• [Exercise aim] Return the data in full, exactly as it was written.

• [Given entries]
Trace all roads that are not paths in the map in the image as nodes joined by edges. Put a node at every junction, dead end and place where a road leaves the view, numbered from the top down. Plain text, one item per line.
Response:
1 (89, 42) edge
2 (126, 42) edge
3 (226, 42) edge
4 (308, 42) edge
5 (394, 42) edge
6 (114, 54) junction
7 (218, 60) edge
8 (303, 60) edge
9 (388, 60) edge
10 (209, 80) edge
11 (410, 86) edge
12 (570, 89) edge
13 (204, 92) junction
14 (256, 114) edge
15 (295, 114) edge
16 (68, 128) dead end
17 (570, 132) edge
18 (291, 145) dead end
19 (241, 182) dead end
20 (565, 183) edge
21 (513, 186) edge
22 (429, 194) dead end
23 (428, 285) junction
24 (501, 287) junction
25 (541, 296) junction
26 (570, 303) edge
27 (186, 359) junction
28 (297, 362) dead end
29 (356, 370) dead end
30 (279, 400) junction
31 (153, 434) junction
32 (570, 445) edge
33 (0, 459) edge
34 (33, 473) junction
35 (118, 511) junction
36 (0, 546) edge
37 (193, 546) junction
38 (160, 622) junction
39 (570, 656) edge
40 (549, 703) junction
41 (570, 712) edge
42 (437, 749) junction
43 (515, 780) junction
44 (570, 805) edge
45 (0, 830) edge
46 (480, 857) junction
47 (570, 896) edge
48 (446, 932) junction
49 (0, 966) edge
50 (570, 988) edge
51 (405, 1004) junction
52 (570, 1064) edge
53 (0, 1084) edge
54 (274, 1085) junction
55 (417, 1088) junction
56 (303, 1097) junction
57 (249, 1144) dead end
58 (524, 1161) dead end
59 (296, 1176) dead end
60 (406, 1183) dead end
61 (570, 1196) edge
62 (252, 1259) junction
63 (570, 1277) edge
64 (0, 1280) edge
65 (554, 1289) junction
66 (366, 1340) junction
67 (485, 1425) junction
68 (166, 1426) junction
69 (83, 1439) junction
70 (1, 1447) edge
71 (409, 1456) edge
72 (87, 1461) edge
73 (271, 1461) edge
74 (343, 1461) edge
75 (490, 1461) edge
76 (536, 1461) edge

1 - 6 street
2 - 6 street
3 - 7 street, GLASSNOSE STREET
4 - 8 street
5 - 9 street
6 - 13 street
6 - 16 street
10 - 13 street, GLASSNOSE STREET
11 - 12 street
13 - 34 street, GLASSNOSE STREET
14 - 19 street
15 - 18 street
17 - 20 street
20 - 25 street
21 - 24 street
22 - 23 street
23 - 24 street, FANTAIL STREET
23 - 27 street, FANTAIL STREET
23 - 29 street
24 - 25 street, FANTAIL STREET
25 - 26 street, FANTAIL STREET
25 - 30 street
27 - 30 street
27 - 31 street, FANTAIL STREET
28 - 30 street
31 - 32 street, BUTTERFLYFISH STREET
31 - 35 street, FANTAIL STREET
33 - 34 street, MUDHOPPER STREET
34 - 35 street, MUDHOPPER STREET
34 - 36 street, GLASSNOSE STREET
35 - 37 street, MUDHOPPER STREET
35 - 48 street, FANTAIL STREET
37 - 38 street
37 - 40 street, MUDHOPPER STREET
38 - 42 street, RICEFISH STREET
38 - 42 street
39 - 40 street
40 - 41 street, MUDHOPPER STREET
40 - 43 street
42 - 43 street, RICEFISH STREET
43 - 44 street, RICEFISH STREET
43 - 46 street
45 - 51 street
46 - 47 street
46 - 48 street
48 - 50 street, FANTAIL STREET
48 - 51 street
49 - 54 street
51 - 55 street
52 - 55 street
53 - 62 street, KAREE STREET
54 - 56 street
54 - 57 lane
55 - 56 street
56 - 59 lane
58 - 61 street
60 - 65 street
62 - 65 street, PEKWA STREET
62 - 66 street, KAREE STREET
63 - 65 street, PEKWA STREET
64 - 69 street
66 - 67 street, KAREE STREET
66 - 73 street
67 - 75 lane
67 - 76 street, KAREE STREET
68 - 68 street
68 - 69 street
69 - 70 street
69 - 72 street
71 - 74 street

• [Response box]
Trace all roads that are not paths in the map in the image as nodes joined by edges. Put a node at every junction, dead end and place where a road leaves the view, numbered from the top down. Plain text, one item per line.
Response:
1 (89, 42) edge
2 (126, 42) edge
3 (226, 42) edge
4 (308, 42) edge
5 (394, 42) edge
6 (114, 54) junction
7 (218, 60) edge
8 (303, 60) edge
9 (388, 60) edge
10 (209, 80) edge
11 (410, 86) edge
12 (570, 89) edge
13 (204, 92) junction
14 (256, 114) edge
15 (295, 114) edge
16 (68, 128) dead end
17 (570, 132) edge
18 (291, 145) dead end
19 (241, 182) dead end
20 (565, 183) edge
21 (513, 186) edge
22 (429, 194) dead end
23 (428, 285) junction
24 (501, 287) junction
25 (541, 296) junction
26 (570, 303) edge
27 (186, 359) junction
28 (297, 362) dead end
29 (356, 370) dead end
30 (279, 400) junction
31 (153, 434) junction
32 (570, 445) edge
33 (0, 459) edge
34 (33, 473) junction
35 (118, 511) junction
36 (0, 546) edge
37 (193, 546) junction
38 (160, 622) junction
39 (570, 656) edge
40 (549, 703) junction
41 (570, 712) edge
42 (437, 749) junction
43 (515, 780) junction
44 (570, 805) edge
45 (0, 830) edge
46 (480, 857) junction
47 (570, 896) edge
48 (446, 932) junction
49 (0, 966) edge
50 (570, 988) edge
51 (405, 1004) junction
52 (570, 1064) edge
53 (0, 1084) edge
54 (274, 1085) junction
55 (417, 1088) junction
56 (303, 1097) junction
57 (249, 1144) dead end
58 (524, 1161) dead end
59 (296, 1176) dead end
60 (406, 1183) dead end
61 (570, 1196) edge
62 (252, 1259) junction
63 (570, 1277) edge
64 (0, 1280) edge
65 (554, 1289) junction
66 (366, 1340) junction
67 (485, 1425) junction
68 (166, 1426) junction
69 (83, 1439) junction
70 (1, 1447) edge
71 (409, 1456) edge
72 (87, 1461) edge
73 (271, 1461) edge
74 (343, 1461) edge
75 (490, 1461) edge
76 (536, 1461) edge

1 - 6 street
2 - 6 street
3 - 7 street, GLASSNOSE STREET
4 - 8 street
5 - 9 street
6 - 13 street
6 - 16 street
10 - 13 street, GLASSNOSE STREET
11 - 12 street
13 - 34 street, GLASSNOSE STREET
14 - 19 street
15 - 18 street
17 - 20 street
20 - 25 street
21 - 24 street
22 - 23 street
23 - 24 street, FANTAIL STREET
23 - 27 street, FANTAIL STREET
23 - 29 street
24 - 25 street, FANTAIL STREET
25 - 26 street, FANTAIL STREET
25 - 30 street
27 - 30 street
27 - 31 street, FANTAIL STREET
28 - 30 street
31 - 32 street, BUTTERFLYFISH STREET
31 - 35 street, FANTAIL STREET
33 - 34 street, MUDHOPPER STREET
34 - 35 street, MUDHOPPER STREET
34 - 36 street, GLASSNOSE STREET
35 - 37 street, MUDHOPPER STREET
35 - 48 street, FANTAIL STREET
37 - 38 street
37 - 40 street, MUDHOPPER STREET
38 - 42 street, RICEFISH STREET
38 - 42 street
39 - 40 street
40 - 41 street, MUDHOPPER STREET
40 - 43 street
42 - 43 street, RICEFISH STREET
43 - 44 street, RICEFISH STREET
43 - 46 street
45 - 51 street
46 - 47 street
46 - 48 street
48 - 50 street, FANTAIL STREET
48 - 51 street
49 - 54 street
51 - 55 street
52 - 55 street
53 - 62 street, KAREE STREET
54 - 56 street
54 - 57 lane
55 - 56 street
56 - 59 lane
58 - 61 street
60 - 65 street
62 - 65 street, PEKWA STREET
62 - 66 street, KAREE STREET
63 - 65 street, PEKWA STREET
64 - 69 street
66 - 67 street, KAREE STREET
66 - 73 street
67 - 75 lane
67 - 76 street, KAREE STREET
68 - 68 street
68 - 69 street
69 - 70 street
69 - 72 street
71 - 74 street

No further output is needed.